• Work task: Establish the number of lines below that contain the string "from". State that number alone.

(Record excerpts begins)

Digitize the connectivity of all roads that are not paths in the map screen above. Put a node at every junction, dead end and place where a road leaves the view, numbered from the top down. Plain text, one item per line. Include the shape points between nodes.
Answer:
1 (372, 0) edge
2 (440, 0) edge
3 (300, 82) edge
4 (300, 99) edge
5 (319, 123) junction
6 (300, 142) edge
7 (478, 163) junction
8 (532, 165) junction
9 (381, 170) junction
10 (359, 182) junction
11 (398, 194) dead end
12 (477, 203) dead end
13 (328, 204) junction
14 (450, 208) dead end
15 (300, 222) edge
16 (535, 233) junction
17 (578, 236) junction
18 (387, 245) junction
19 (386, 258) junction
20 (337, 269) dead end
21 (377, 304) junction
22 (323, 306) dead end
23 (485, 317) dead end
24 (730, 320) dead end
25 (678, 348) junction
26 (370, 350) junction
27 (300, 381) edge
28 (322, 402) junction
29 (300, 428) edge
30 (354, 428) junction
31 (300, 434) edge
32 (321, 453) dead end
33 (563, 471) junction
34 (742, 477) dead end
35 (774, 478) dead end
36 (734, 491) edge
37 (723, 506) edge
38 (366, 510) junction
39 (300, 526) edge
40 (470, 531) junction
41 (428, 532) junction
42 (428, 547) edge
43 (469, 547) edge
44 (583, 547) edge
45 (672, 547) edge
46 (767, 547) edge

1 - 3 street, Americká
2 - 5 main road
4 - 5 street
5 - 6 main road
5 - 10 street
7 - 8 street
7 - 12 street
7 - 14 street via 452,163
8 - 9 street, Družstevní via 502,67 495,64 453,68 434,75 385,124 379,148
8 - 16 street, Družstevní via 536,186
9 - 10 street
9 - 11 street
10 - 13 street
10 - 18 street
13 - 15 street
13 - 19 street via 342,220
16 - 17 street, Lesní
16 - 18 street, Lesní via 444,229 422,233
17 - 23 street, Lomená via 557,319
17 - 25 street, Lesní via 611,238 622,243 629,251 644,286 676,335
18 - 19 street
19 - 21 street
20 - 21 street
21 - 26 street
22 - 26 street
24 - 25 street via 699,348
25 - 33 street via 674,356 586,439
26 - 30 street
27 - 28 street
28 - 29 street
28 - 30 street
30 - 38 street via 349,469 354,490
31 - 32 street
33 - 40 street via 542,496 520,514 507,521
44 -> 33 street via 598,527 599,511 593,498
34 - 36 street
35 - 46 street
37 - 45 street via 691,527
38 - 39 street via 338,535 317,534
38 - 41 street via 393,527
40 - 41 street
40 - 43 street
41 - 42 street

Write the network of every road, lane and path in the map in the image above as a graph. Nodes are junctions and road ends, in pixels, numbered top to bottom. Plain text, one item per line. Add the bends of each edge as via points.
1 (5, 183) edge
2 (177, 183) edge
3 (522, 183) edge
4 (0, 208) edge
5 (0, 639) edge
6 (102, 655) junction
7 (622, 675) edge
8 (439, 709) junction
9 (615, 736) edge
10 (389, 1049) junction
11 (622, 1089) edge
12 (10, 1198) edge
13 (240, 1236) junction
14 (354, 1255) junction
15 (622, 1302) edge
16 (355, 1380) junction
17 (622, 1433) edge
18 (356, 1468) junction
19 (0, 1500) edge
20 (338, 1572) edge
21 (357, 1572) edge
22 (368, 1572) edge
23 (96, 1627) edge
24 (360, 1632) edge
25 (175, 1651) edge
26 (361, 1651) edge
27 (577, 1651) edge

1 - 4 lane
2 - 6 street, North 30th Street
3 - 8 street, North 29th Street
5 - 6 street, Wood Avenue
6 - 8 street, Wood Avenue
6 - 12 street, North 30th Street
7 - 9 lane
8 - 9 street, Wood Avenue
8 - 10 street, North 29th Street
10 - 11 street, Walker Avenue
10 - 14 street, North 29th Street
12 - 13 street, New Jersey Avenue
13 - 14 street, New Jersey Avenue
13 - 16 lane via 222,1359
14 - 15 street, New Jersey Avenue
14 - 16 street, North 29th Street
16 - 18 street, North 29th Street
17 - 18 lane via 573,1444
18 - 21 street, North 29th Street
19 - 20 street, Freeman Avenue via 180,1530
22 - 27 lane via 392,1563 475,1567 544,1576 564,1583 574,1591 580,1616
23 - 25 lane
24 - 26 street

(Record excerpts ends)
(Record excerpts begins)

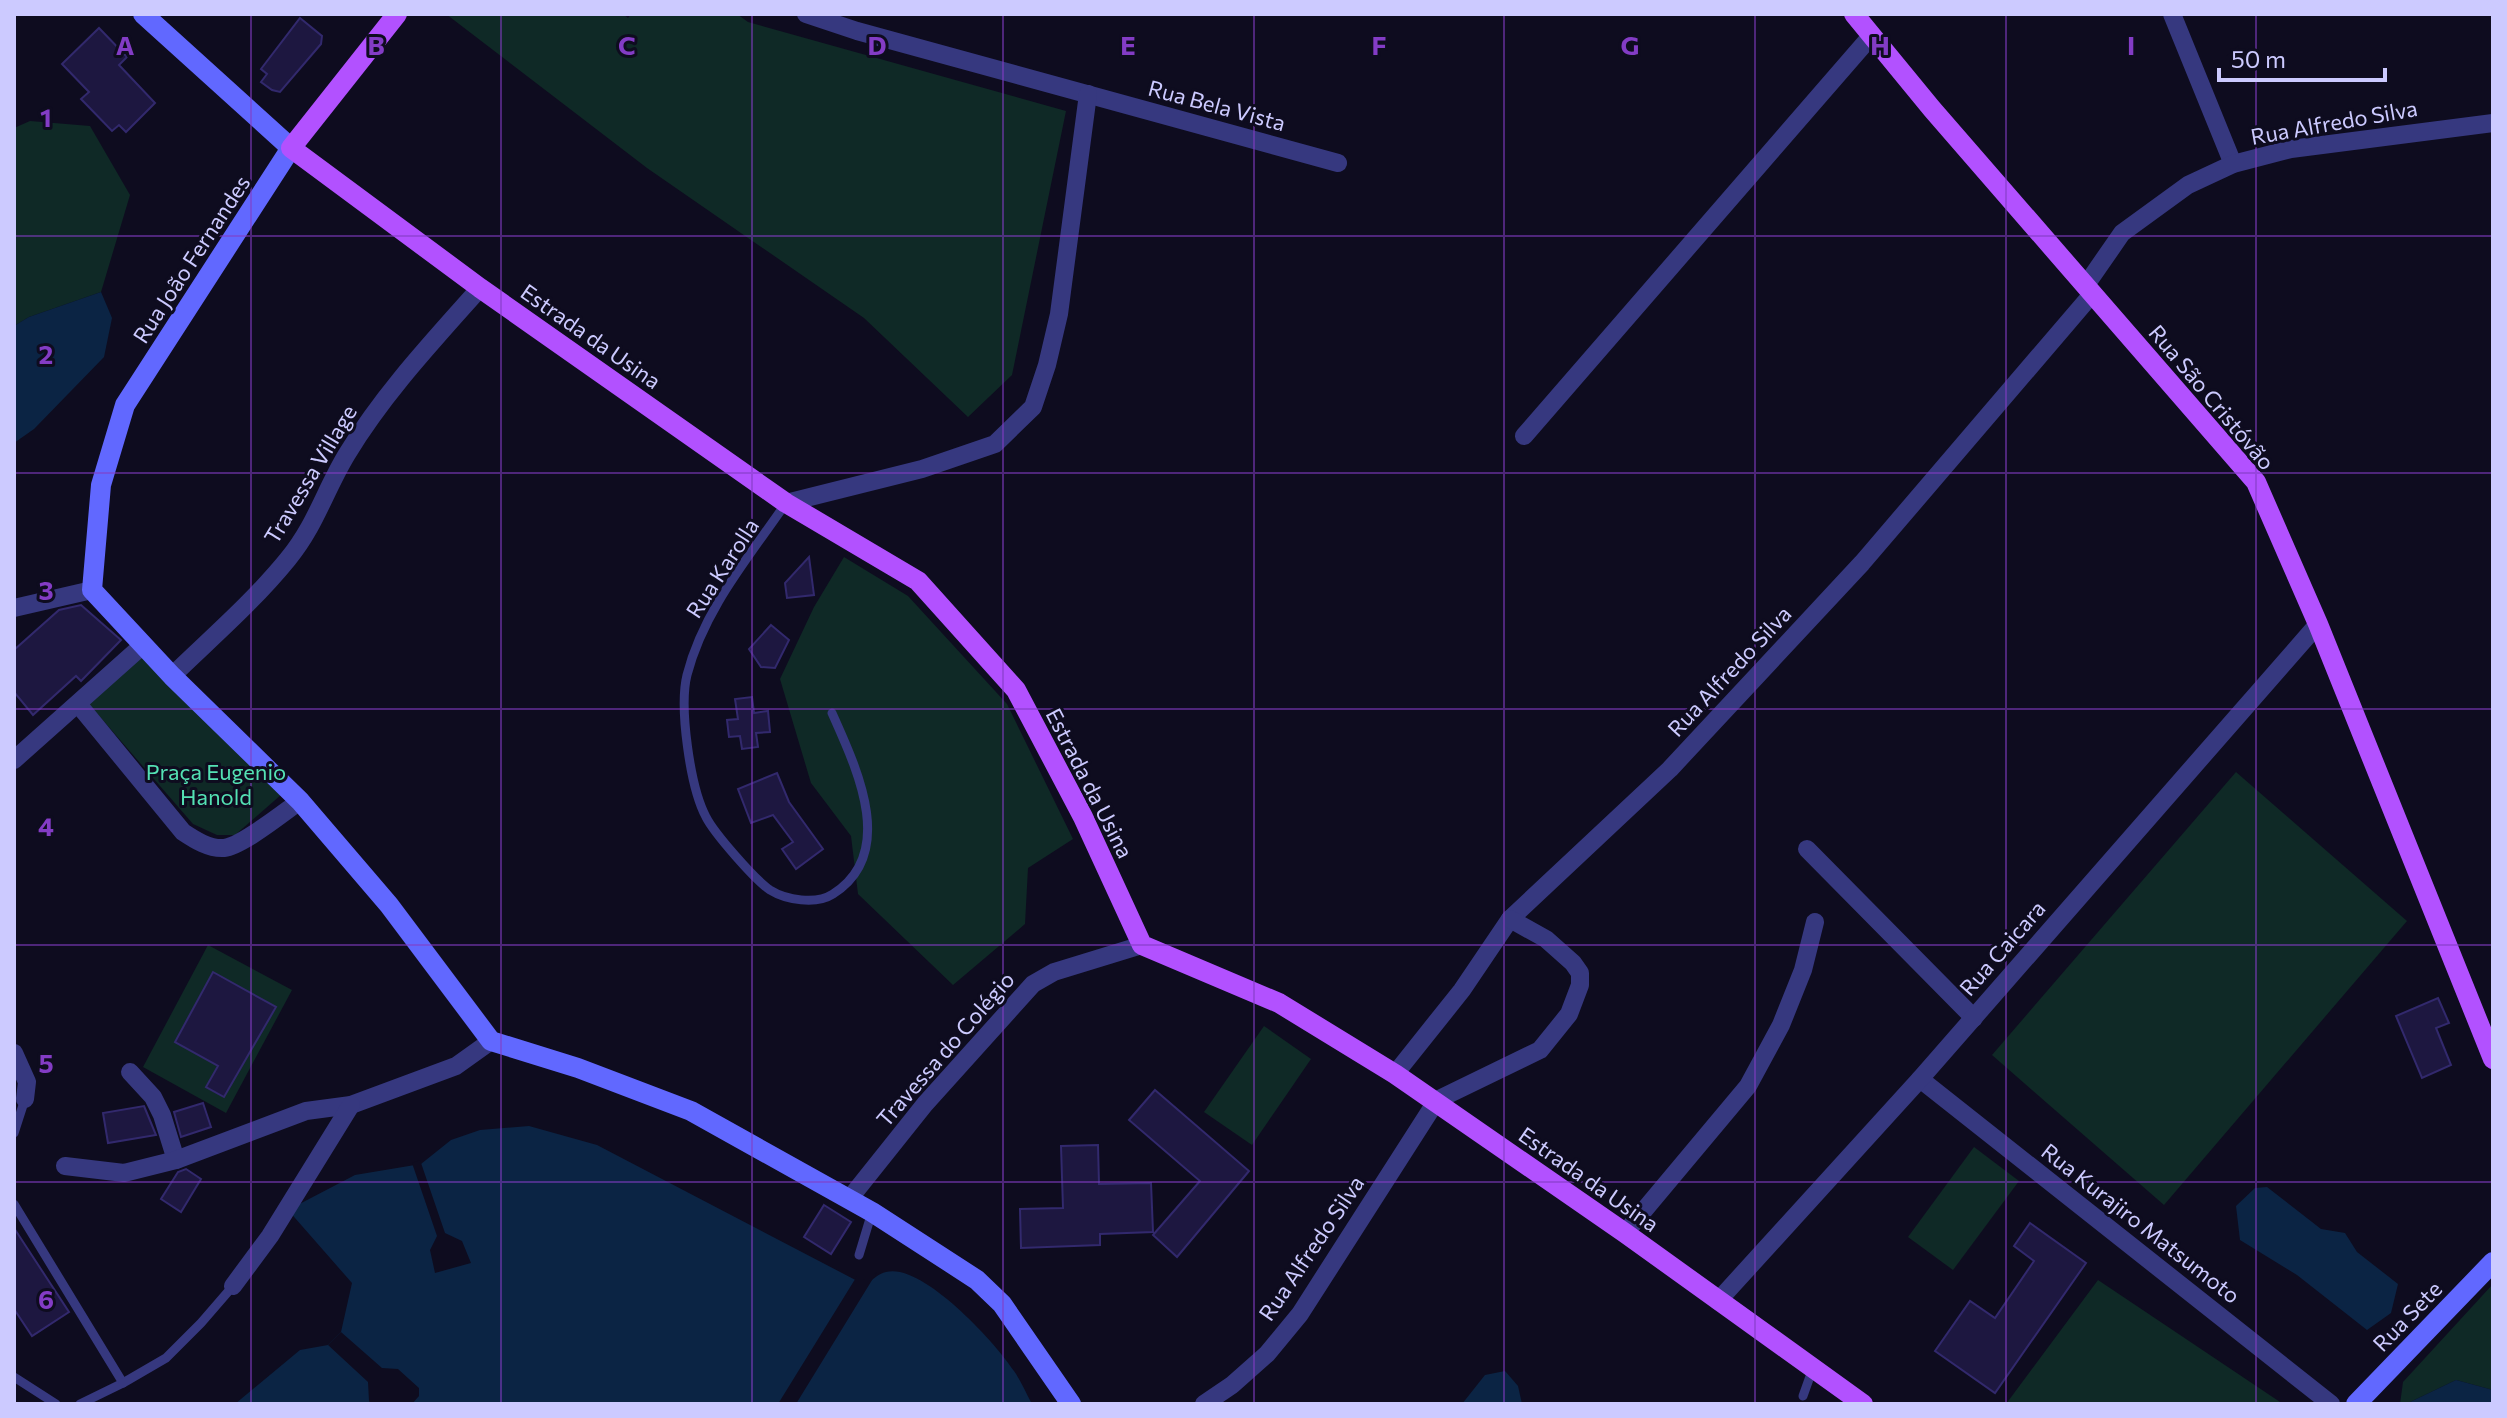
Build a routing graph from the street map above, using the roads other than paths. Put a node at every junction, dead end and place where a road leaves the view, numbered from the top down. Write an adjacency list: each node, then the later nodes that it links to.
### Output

(Record excerpts ends)

• Task result: 2